◆ Required action:
The required result is each line of the entries below containing the string "Alvarez".

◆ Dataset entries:
==============================
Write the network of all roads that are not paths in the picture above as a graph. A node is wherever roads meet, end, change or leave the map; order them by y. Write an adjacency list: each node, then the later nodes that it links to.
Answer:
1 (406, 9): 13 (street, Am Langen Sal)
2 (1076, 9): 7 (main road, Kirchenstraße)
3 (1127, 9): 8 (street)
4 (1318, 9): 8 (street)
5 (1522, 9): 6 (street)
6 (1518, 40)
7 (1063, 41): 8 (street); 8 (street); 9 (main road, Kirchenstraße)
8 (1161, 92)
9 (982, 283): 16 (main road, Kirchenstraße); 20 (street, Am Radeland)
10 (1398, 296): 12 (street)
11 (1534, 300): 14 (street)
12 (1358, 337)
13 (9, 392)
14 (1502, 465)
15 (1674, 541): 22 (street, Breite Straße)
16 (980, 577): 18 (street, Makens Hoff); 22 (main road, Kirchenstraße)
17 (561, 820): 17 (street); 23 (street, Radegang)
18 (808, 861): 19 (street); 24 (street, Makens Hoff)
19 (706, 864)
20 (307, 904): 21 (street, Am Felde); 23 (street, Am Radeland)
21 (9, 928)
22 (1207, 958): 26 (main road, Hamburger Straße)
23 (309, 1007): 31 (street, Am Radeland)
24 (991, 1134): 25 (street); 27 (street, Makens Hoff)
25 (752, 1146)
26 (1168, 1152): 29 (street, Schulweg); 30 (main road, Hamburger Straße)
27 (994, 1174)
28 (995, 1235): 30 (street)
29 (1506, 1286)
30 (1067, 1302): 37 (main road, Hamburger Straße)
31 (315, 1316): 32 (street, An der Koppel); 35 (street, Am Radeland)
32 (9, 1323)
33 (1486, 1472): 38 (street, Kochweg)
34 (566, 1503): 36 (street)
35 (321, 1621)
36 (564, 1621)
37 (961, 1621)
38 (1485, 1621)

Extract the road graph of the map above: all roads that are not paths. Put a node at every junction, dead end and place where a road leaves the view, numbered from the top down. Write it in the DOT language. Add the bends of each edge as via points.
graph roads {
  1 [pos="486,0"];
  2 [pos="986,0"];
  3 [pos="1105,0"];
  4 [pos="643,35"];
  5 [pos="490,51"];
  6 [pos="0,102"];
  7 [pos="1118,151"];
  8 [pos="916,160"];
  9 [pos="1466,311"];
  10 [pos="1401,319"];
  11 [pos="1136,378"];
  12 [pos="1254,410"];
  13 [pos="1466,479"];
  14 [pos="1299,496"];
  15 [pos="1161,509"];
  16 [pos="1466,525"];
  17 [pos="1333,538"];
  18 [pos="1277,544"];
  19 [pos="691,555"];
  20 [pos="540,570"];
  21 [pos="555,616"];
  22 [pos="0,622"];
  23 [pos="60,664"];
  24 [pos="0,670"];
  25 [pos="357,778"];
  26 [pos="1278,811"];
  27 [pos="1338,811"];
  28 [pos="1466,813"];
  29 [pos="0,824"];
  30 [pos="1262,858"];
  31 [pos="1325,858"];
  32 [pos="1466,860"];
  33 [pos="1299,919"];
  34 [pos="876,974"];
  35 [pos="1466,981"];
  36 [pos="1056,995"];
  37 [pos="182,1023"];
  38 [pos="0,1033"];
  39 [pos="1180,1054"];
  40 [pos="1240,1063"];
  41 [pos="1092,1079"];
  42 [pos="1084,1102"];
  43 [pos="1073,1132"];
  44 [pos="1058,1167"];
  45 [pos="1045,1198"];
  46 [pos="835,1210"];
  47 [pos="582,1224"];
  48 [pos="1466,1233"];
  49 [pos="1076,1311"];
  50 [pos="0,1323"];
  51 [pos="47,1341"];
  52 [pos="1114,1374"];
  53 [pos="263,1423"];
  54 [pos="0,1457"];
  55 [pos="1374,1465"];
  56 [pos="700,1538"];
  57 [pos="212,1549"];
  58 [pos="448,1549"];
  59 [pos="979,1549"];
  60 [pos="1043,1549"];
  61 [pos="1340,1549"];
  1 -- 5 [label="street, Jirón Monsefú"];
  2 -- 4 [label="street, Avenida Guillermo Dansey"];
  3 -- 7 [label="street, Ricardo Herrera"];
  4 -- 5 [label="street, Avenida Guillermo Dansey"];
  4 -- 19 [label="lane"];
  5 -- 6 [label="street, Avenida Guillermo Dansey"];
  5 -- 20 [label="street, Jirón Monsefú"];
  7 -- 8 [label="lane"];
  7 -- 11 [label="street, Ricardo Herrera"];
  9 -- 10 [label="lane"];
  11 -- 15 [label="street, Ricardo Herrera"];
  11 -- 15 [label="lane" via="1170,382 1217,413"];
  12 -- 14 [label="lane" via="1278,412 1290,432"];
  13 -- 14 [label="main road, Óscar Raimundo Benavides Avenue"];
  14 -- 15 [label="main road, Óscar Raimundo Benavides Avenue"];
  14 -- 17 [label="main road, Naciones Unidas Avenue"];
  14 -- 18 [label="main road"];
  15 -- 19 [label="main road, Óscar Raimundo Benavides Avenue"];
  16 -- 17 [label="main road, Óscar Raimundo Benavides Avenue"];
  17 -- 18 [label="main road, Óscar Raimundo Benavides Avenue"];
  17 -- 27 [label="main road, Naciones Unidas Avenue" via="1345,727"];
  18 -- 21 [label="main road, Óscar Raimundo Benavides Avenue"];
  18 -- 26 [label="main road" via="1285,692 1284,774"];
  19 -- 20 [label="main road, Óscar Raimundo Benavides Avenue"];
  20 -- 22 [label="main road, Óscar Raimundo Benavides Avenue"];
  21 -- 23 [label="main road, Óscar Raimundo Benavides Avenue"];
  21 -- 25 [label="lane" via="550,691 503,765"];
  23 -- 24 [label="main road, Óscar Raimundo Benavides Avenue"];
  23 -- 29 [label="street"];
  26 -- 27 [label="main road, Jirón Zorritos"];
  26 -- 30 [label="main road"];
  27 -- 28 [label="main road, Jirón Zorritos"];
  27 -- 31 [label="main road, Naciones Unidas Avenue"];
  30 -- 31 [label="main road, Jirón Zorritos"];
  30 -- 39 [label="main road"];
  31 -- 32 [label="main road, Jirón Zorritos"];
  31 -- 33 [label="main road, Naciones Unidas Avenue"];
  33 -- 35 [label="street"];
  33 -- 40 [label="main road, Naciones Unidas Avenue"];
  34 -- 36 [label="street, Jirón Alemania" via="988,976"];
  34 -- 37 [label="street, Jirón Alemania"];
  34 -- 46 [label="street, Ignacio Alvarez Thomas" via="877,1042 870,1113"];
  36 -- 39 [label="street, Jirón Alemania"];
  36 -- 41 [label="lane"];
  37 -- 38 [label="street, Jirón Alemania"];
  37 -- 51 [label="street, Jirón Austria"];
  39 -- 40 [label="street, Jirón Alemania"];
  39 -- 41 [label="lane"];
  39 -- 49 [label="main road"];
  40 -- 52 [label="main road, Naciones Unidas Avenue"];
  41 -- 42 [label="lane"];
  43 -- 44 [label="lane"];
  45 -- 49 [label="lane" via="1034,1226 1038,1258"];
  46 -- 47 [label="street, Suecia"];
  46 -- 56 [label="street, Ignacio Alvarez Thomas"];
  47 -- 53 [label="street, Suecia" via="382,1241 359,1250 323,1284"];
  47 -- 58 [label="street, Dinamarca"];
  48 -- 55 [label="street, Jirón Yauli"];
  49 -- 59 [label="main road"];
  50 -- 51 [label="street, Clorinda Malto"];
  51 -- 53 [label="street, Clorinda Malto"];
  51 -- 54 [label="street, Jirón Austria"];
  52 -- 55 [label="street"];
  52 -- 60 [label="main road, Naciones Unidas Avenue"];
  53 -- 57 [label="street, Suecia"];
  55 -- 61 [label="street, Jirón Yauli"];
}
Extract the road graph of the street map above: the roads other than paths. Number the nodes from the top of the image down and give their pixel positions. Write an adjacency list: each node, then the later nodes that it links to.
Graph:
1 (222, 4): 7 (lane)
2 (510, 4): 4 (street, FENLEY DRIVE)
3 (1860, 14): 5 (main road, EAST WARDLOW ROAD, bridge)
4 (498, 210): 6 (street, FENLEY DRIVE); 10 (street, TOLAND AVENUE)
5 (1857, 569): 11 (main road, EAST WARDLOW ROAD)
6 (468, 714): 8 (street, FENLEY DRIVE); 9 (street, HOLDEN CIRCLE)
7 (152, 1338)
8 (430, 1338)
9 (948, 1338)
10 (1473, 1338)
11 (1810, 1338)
==============================
◆ Exercise output:
  34 -- 46 [label="street, Ignacio Alvarez Thomas" via="877,1042 870,1113"];
  46 -- 56 [label="street, Ignacio Alvarez Thomas"];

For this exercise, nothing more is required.